There are three modes of science: descriptive, explanatory, and applied.  The descriptive mode consists of systematic observation of phenomena followed by discovery and empirical confirmation of general laws covering regularities in the observations.  The explanatory mode uses the observations and laws with assumptions that fill in gaps to tell a story of how and why a particular sequence of events happened or something came to be.  The applied mode uses the results of the descriptive and explanatory modes in developing a product or technique.

The descriptive mode of science consists of detailed descriptions of phenomena and heuristic rules that generalize descriptions of related phenomena.  In the descriptive mode one strives for objectivity with thoroughly empirical science methods unadulterated by personal beliefs, unobservable entities, or unconfirmed assumptions.  These scientific descriptions do not explain phenomena except in the minimal sense that they can replicate aspects of phenomena that are subsumed in generalizations.  For example, a generalization about planetary motions would show that their orbits are elliptical but not why the orbits are elliptical or how planets move.

The explanatory mode of science is built on the descriptive mode by taking descriptions and generalizations of phenomena as its starting point.  The scope of each generalization is taken to be as universal as possible within any limitations imposed by other generalizations.  For example, if there is a generalization about a certain fish population, in the explanatory mode it becomes a law about all fish populations unless there are other generalizations that limit the scope to some fish populations.

Explanations are developed in the explanatory mode that are consistent with the descriptions and generalizations of the descriptive mode with non-empirical matters kept to a minimum.

In the explanatory mode the beliefs of the person presenting or endorsing the explanation may affect the particulars of the explanation.

In the explanatory mode thoroughgoing empiricism is an ideal to strive for but compromises may be made by positing unobserved entities or making assumptions that enable general laws to be a sufficient basis for a story that makes the how and why clear.  The making of assumptions should be kept to a minimum but may be necessary to provide sufficient grounds for invoking a law.  For example, some boundary conditions may be unobserved but be required for substitution in the expression of a law.  While the highest standards of objectivity should be maintained, there remains a certain subjective element in whether or not a reasonable person will be satisfied with a particular explanation.  A reasonable person may be remain unsatisfied and object to an unobserved entity or assumption.  To continue the previous example, an explanation of planetary orbits that appeals to a force of gravity as the causal agent producing elliptical motions may be sufficient for most people but be unacceptable to some on the grounds that a force is an unobserved entity.
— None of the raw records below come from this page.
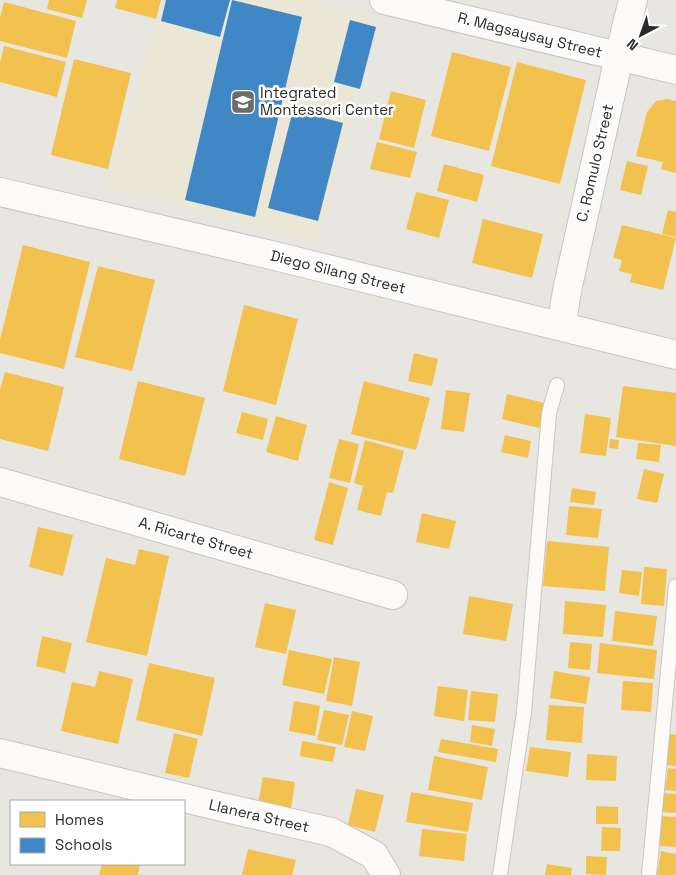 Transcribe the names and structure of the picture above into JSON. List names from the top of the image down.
{
  "streets": {
    "street": [
      "R. Magsaysay Street",
      "C. Romulo Street",
      "Diego Silang Street",
      "A. Ricarte Street",
      "Llanera Street"
    ]
  },
  "crossings": [
    ["R. Magsaysay Street", "C. Romulo Street"],
    ["C. Romulo Street", "Diego Silang Street"]
  ],
  "places": {
    "school or university": ["Integrated Montessori Center"]
  },
  "legend": ["Homes", "Schools"],
  "north": "bottom left"
} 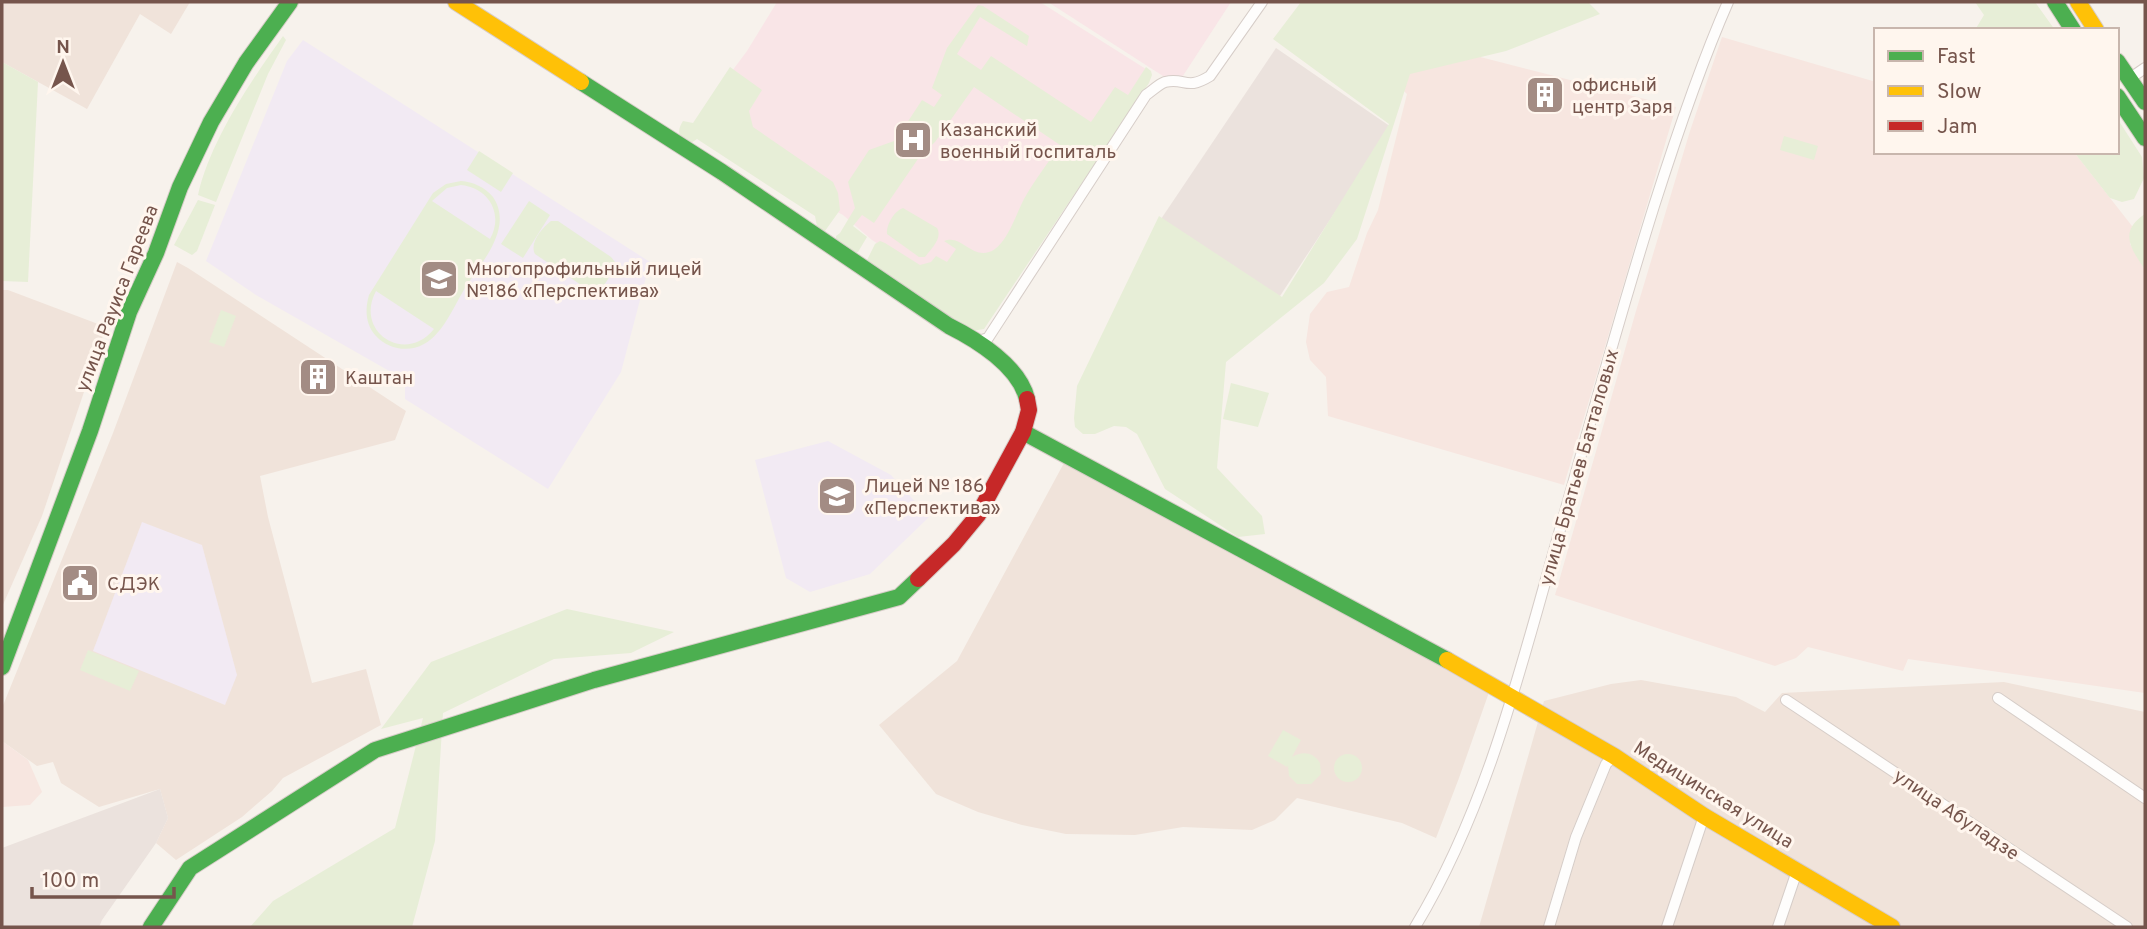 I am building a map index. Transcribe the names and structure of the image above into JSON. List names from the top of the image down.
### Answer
{
  "streets": {
    "street": [
      "улица Рауиса Гареева",
      "улица Братьев Батталовых",
      "Медицинская улица",
      "улица Абуладзе"
    ]
  },
  "crossings": [
    ["улица Братьев Батталовых", "Медицинская улица"]
  ],
  "places": {
    "building": ["офисный центр Заря", "Каштан"],
    "hospital": ["Казанский военный госпиталь"],
    "school or university": ["Многопрофильный лицей №186 «Перспектива»", "Лицей № 186 «Перспектива»"],
    "public building": ["СДЭК"]
  },
  "legend": ["Fast", "Slow", "Jam"],
  "scale_bar": "100 m",
  "north": "top"
} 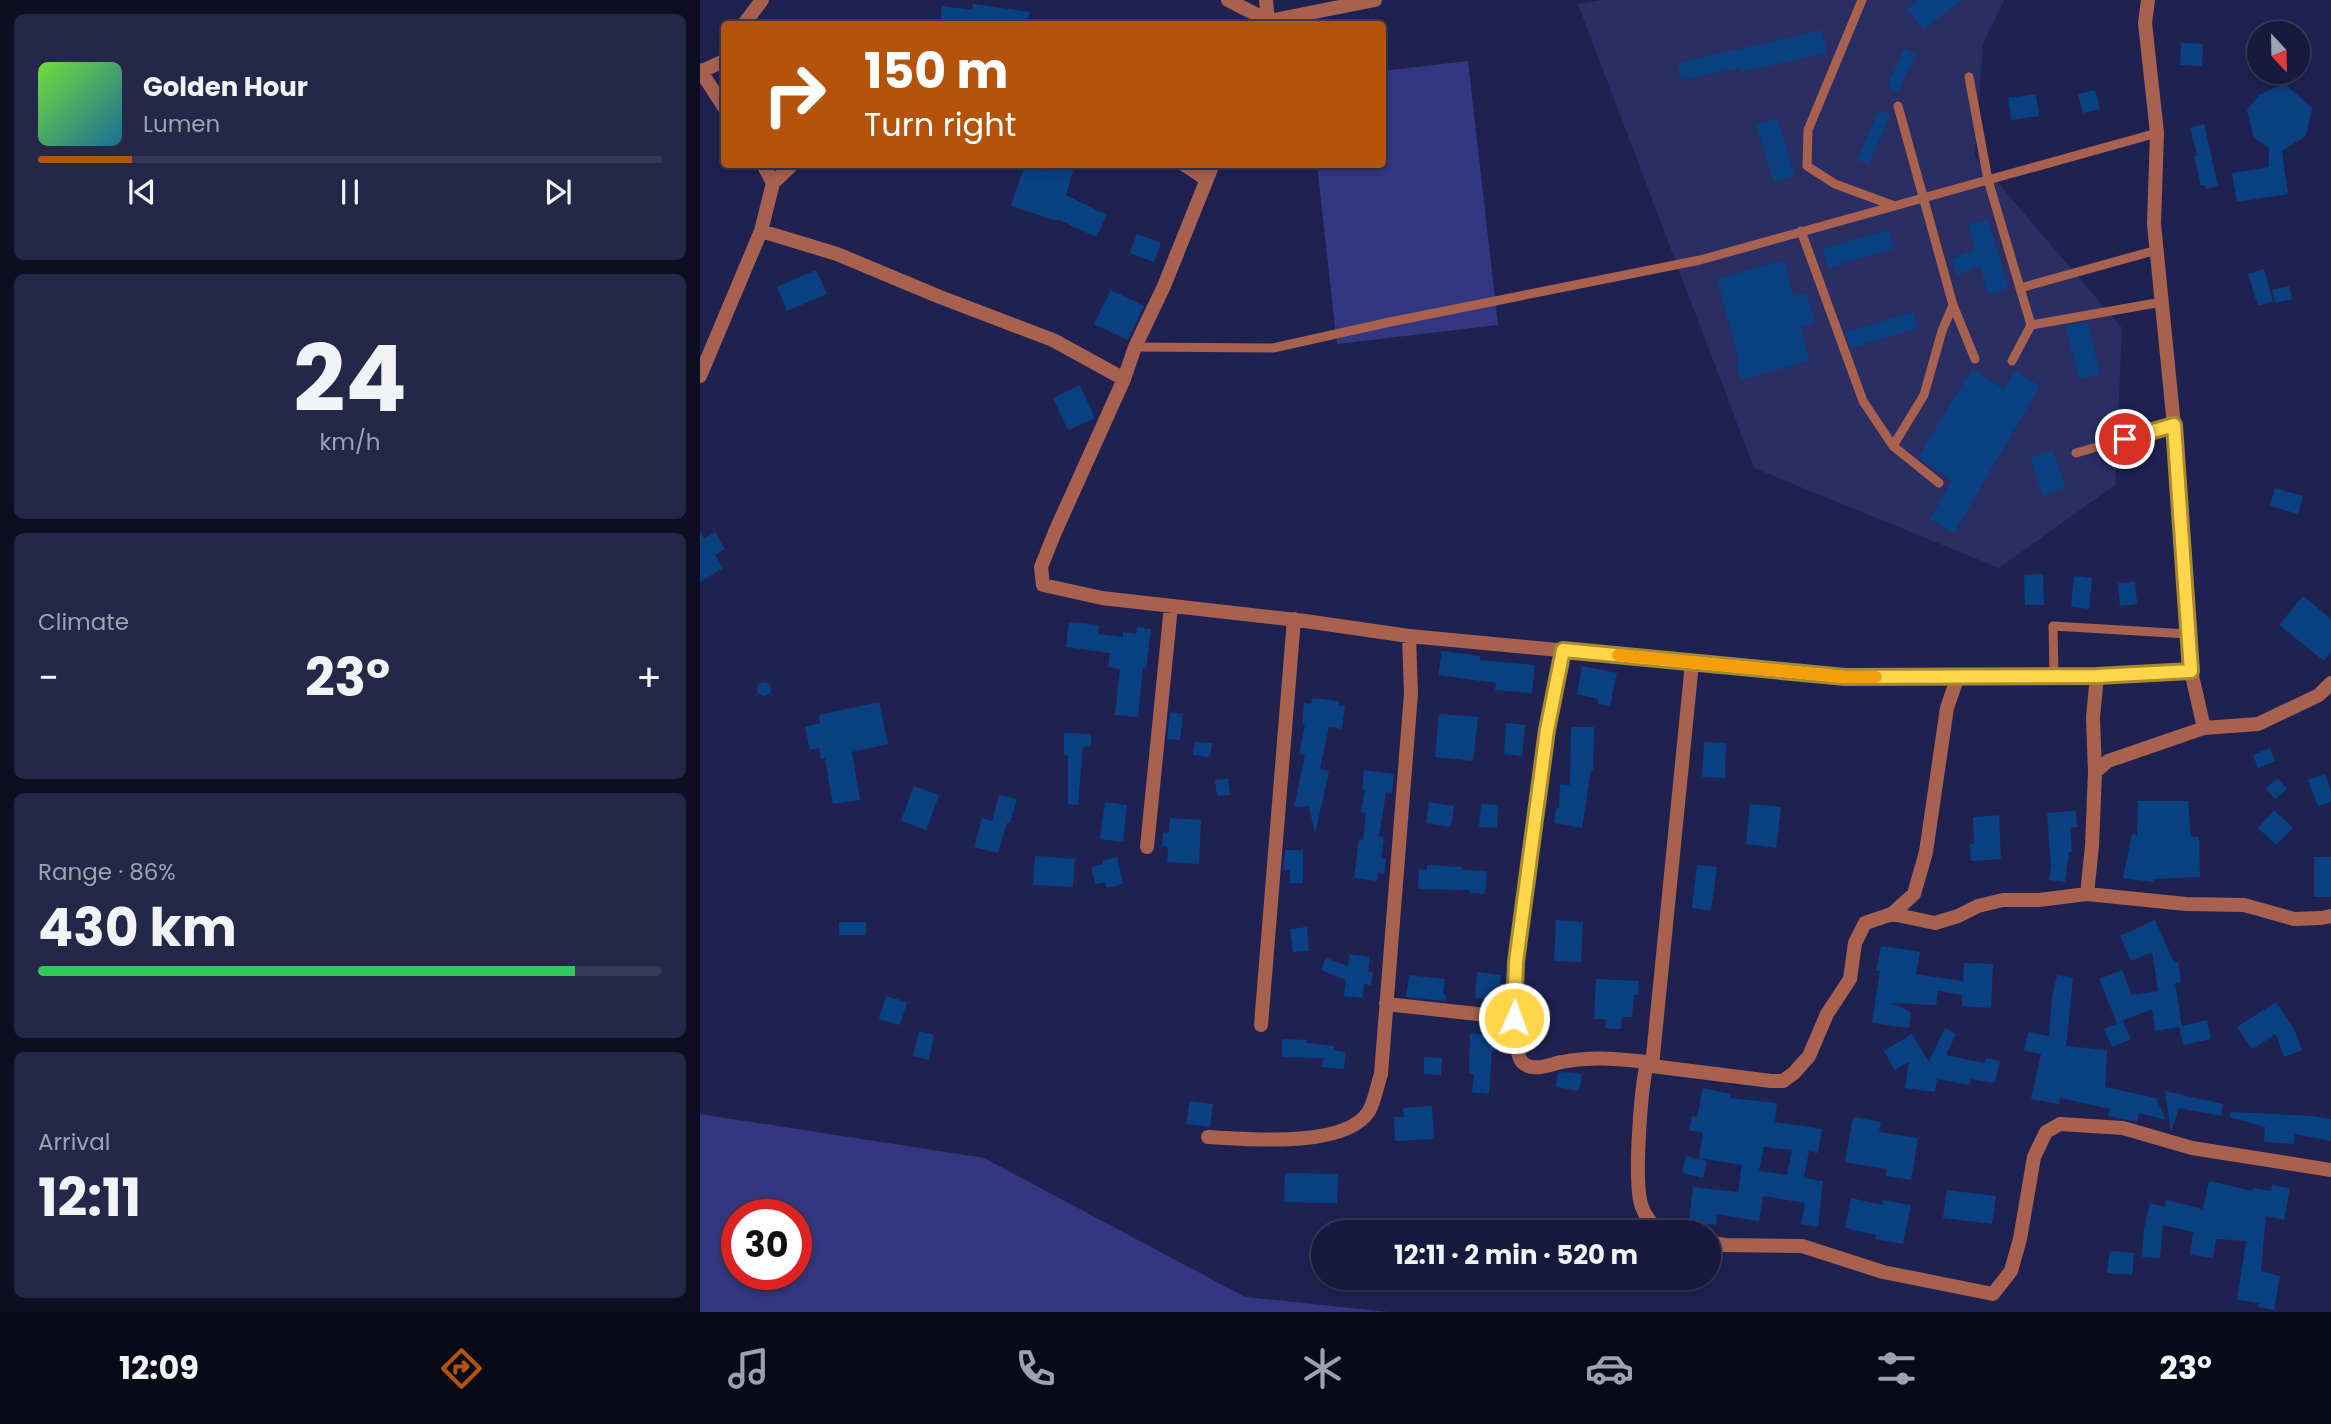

The applied mode takes the descriptions and explanations with perhaps non-scientific influences such as heuristics (rules of thumb) and aesthetics to design a product or technique with some purpose in mind.  Engineering is the systematic practice of the applied mode.  To continue the example once more, an engineer may use the law of gravity along with other laws such as aerodynamic laws to develop the path that a satellite launch must take to attain a particular orbit.

The explanatory mode has some of the characteristics of the descriptive mode and the applied mode.  It is descriptive in that it includes descriptions of phenomena to be explained and it is applied in that it applies laws to construct explanatory stories of phenomena.

There is no single method to confirm a proposed scientific law but the basic idea is to increase the weight of evidence for it, especially in contrast to other possible laws.  Experiments that challenge the law but lead to new observations consistent with the law increase the weight of evidence.  Explanations for events or artifacts that either lacked explanations or had unsatisfactory explanations because of the unobserved entities or assumptions increase the weight.  Useful applications developed using the law that would not likely have been developed without it increase the weight.  Thus we see all of the scientific modes at work in confirmation.